By 1860, it was tacitly recognised that British law prevailed in the settlements and Māori custom elsewhere, though the British, who by then outnumbered Māori, were finding this increasingly irksome. One commentator observed, concerning Waitara: "We seem to be fast approaching a settlement of that point, whether Her Fair Majesty or His Dark Majesty shall reign in New Zealand." The British were convinced that their system represented the best that civilization had to offer and saw it as their duty and right to impose it on other peoples.
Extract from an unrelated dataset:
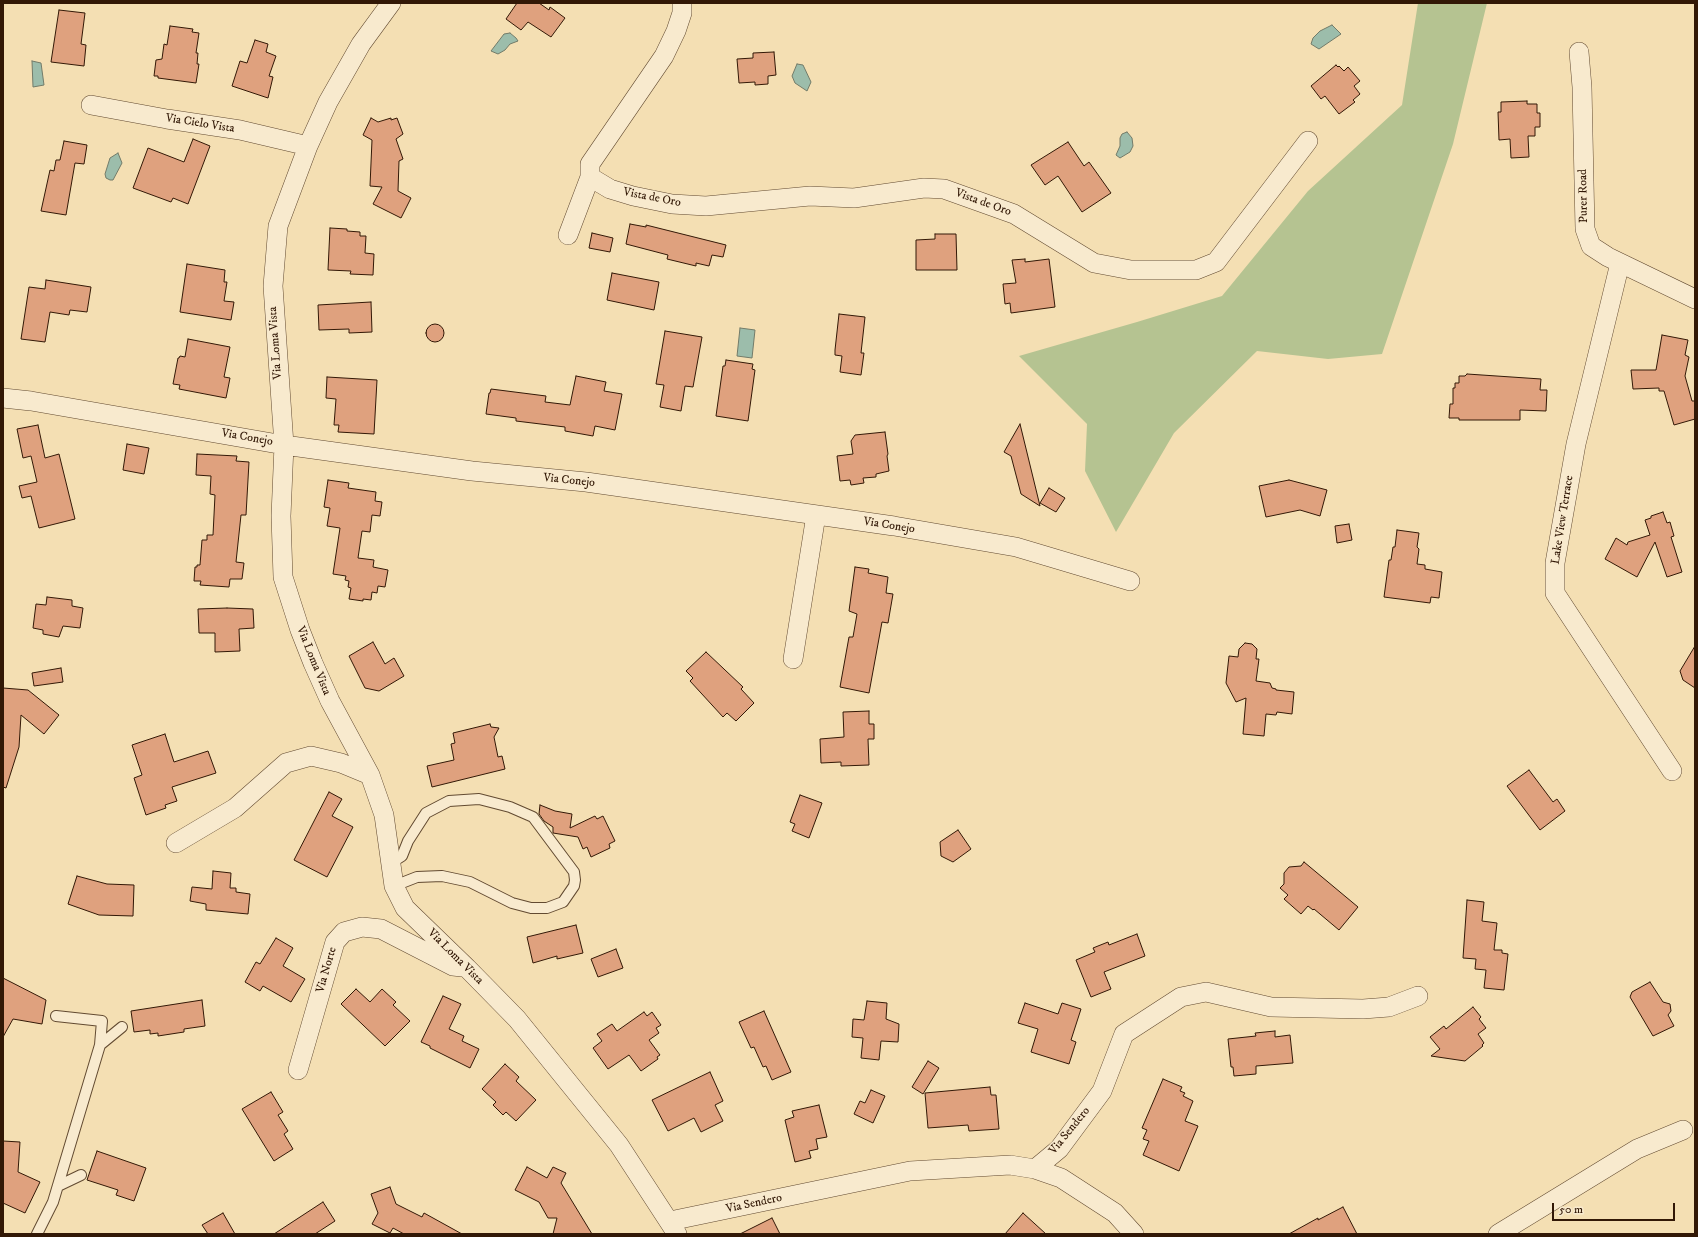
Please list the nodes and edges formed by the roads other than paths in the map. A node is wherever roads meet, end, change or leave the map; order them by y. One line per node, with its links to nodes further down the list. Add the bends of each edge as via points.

However, in the 20 years since the signing of the Treaty, Māori had made significant political advances. They had moved from being a collection of independent tribes to an effective confederation known as the Māori King Movement, which was centred on the Waikato region, but which influenced large areas of the North Island. One of the uniting principles of the King Movement was their opposition to the sale of Māori land and the spread of British sovereignty.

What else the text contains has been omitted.